→ **EXERCISE**
Please copy out every line in the records below that includes the word "name".

→ **SOURCE MATERIAL**
--- START ---

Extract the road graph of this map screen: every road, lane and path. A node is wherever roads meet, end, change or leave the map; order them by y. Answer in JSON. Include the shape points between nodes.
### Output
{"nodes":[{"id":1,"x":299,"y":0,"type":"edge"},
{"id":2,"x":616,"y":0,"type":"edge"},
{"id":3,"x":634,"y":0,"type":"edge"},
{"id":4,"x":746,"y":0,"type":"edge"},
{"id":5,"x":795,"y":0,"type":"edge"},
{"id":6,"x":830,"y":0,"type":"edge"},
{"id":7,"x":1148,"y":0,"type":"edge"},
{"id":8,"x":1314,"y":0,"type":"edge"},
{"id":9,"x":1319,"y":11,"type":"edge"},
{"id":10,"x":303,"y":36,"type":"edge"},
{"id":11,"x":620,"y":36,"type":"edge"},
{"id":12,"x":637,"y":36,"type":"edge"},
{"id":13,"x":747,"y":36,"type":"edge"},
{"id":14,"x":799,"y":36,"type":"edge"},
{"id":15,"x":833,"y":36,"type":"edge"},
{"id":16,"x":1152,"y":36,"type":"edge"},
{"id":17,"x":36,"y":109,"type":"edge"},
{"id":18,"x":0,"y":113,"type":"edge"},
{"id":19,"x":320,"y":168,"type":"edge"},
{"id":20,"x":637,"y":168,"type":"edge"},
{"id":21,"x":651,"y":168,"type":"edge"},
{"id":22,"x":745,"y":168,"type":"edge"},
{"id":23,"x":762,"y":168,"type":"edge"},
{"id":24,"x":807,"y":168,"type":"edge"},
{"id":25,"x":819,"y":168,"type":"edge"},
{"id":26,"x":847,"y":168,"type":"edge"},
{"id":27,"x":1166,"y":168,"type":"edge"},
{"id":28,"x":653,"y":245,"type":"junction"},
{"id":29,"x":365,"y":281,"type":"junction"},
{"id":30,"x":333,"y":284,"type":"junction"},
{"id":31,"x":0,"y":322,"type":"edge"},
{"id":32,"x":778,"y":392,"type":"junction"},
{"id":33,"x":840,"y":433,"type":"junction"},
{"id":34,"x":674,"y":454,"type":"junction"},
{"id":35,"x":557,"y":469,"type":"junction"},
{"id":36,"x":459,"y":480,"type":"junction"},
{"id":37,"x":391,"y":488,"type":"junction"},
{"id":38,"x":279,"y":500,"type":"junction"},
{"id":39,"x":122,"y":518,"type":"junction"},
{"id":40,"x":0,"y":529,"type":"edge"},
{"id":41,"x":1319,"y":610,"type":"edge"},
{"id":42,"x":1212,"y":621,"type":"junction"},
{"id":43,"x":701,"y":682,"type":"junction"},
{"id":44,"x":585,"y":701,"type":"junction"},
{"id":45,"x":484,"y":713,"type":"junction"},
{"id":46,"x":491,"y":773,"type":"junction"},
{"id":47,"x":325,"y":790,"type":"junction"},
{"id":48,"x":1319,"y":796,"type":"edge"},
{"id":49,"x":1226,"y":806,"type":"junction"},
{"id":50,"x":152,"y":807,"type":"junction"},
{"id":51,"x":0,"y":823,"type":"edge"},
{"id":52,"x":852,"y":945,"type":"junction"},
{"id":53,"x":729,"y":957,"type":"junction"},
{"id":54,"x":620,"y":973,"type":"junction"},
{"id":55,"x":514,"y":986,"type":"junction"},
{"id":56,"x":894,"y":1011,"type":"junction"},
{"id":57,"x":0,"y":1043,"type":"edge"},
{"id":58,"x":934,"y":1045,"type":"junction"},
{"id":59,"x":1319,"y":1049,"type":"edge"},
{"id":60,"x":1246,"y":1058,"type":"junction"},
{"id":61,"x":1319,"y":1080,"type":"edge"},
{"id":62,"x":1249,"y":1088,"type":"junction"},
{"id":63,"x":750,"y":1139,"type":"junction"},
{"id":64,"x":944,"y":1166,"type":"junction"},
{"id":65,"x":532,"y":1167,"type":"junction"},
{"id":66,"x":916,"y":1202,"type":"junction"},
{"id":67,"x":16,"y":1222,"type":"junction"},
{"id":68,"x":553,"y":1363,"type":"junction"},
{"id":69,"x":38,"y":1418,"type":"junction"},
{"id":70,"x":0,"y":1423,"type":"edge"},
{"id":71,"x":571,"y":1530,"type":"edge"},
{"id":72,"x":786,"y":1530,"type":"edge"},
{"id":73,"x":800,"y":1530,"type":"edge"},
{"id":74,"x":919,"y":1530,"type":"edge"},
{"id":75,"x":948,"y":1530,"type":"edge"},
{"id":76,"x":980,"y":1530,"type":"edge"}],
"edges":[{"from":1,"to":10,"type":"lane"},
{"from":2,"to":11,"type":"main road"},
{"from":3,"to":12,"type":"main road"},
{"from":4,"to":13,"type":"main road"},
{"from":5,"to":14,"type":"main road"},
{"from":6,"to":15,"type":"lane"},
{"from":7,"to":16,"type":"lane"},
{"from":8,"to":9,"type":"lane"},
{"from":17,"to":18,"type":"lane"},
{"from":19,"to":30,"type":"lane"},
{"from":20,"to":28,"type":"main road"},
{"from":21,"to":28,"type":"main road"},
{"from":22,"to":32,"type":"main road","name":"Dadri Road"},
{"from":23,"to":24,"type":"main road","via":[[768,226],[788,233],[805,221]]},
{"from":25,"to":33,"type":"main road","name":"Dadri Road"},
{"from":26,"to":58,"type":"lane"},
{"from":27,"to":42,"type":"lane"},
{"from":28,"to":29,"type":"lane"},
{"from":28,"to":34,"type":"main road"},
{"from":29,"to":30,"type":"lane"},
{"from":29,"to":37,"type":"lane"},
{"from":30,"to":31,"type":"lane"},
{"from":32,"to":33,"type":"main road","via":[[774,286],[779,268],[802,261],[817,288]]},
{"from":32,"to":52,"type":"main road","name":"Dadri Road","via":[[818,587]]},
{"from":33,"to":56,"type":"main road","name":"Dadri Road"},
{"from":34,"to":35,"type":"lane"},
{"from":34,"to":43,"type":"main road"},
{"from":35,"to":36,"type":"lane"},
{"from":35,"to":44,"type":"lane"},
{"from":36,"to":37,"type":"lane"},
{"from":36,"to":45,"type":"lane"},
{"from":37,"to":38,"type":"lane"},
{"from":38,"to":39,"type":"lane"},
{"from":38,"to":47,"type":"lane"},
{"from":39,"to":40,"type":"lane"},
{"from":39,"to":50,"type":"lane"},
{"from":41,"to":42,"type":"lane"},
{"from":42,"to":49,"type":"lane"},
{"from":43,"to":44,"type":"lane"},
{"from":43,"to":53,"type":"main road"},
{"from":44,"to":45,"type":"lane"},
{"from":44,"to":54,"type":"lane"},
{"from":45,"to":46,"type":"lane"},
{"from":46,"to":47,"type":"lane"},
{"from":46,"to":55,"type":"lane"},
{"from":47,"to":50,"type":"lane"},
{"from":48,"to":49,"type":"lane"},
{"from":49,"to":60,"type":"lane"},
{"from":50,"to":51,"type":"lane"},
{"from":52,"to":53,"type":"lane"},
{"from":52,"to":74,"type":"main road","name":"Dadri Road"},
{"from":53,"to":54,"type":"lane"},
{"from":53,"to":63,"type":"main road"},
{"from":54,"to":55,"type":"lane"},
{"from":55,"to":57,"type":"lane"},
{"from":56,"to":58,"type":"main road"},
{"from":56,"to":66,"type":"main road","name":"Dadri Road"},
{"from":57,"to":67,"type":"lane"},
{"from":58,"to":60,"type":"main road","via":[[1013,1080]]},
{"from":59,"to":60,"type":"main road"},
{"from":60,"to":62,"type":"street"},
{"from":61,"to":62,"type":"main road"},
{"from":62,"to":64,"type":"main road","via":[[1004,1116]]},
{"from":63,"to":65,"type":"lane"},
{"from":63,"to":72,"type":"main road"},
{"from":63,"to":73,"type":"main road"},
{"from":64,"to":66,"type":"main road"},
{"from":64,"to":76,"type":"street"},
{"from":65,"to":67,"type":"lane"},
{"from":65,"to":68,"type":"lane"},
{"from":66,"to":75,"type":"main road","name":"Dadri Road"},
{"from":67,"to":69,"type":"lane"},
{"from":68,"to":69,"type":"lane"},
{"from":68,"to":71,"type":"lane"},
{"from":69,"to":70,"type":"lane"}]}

--- END ---

→ **TASK RESPONSE**
{"from":22,"to":32,"type":"main road","name":"Dadri Road"},
{"from":25,"to":33,"type":"main road","name":"Dadri Road"},
{"from":32,"to":52,"type":"main road","name":"Dadri Road","via":[[818,587]]},
{"from":33,"to":56,"type":"main road","name":"Dadri Road"},
{"from":52,"to":74,"type":"main road","name":"Dadri Road"},
{"from":56,"to":66,"type":"main road","name":"Dadri Road"},
{"from":66,"to":75,"type":"main road","name":"Dadri Road"},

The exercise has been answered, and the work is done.